■ Exercise objective: Go through the data below. List every line that holds the word "dead".

· · ·

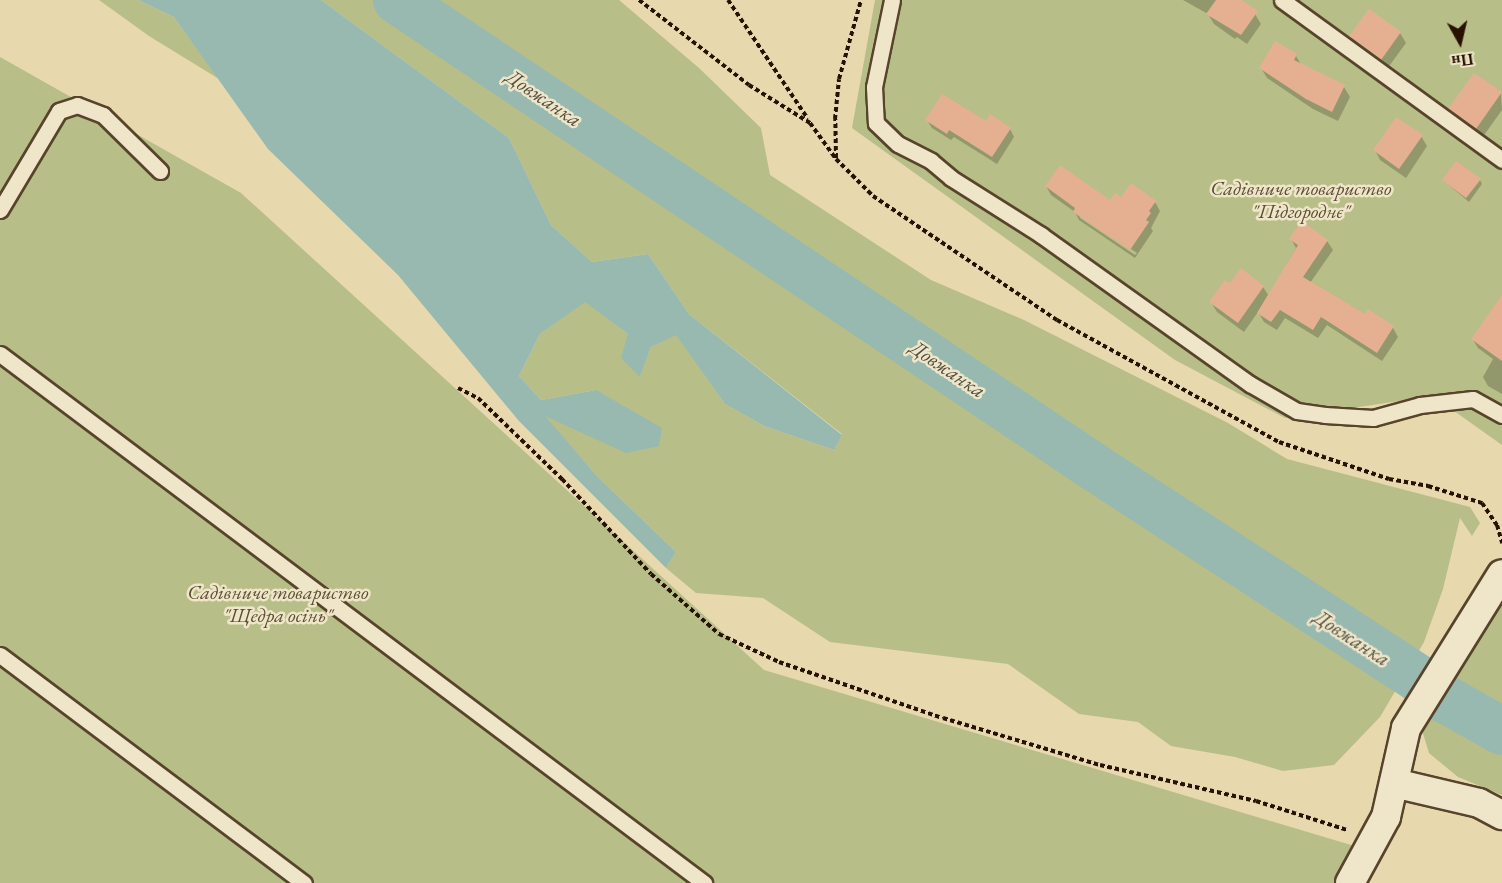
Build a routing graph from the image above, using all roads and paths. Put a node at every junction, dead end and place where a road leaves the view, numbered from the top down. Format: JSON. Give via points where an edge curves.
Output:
{"nodes":[{"id":1,"x":639,"y":0,"type":"edge"},
{"id":2,"x":728,"y":0,"type":"edge"},
{"id":3,"x":861,"y":0,"type":"edge"},
{"id":4,"x":892,"y":0,"type":"edge"},
{"id":5,"x":1282,"y":0,"type":"edge"},
{"id":6,"x":810,"y":123,"type":"junction"},
{"id":7,"x":836,"y":159,"type":"junction"},
{"id":8,"x":1502,"y":160,"type":"edge"},
{"id":9,"x":160,"y":171,"type":"dead end"},
{"id":10,"x":0,"y":210,"type":"edge"},
{"id":11,"x":0,"y":354,"type":"edge"},
{"id":12,"x":458,"y":388,"type":"dead end"},
{"id":13,"x":1502,"y":415,"type":"edge"},
{"id":14,"x":1502,"y":543,"type":"edge"},
{"id":15,"x":1502,"y":574,"type":"edge"},
{"id":16,"x":0,"y":655,"type":"edge"},
{"id":17,"x":1394,"y":783,"type":"junction"},
{"id":18,"x":1502,"y":815,"type":"edge"},
{"id":19,"x":1372,"y":842,"type":"junction"},
{"id":20,"x":304,"y":883,"type":"edge"},
{"id":21,"x":704,"y":883,"type":"edge"},
{"id":22,"x":1350,"y":883,"type":"edge"}],
"edges":[{"from":1,"to":6,"type":"path","via":[[749,85]]},
{"from":2,"to":6,"type":"path"},
{"from":3,"to":7,"type":"path","via":[[839,79]]},
{"from":4,"to":13,"type":"lane","via":[[874,87],[876,123],[898,144],[931,161],[1251,384],[1297,411],[1372,418],[1419,405],[1473,399]]},
{"from":5,"to":8,"type":"lane"},
{"from":6,"to":7,"type":"path"},
{"from":7,"to":14,"type":"path","via":[[873,196],[1057,320],[1280,442],[1389,479],[1482,503],[1497,525]]},
{"from":9,"to":10,"type":"lane","via":[[103,115],[77,105],[58,111]]},
{"from":11,"to":21,"type":"lane"},
{"from":12,"to":19,"type":"path","via":[[478,398],[562,479],[651,574],[719,634],[779,662],[943,718],[1100,765],[1256,801],[1334,824]]},
{"from":15,"to":17,"type":"street","via":[[1406,728]]},
{"from":16,"to":20,"type":"lane"},
{"from":17,"to":18,"type":"street","via":[[1479,803]]},
{"from":17,"to":19,"type":"street","via":[[1386,817]]},
{"from":19,"to":22,"type":"street"}]}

· · ·

■ Task output:
Build a routing graph from the image above, using all roads and paths. Put a node at every junction, dead end and place where a road leaves the view, numbered from the top down. Format: JSON. Give via points where an edge curves.
{"id":9,"x":160,"y":171,"type":"dead end"},
{"id":12,"x":458,"y":388,"type":"dead end"},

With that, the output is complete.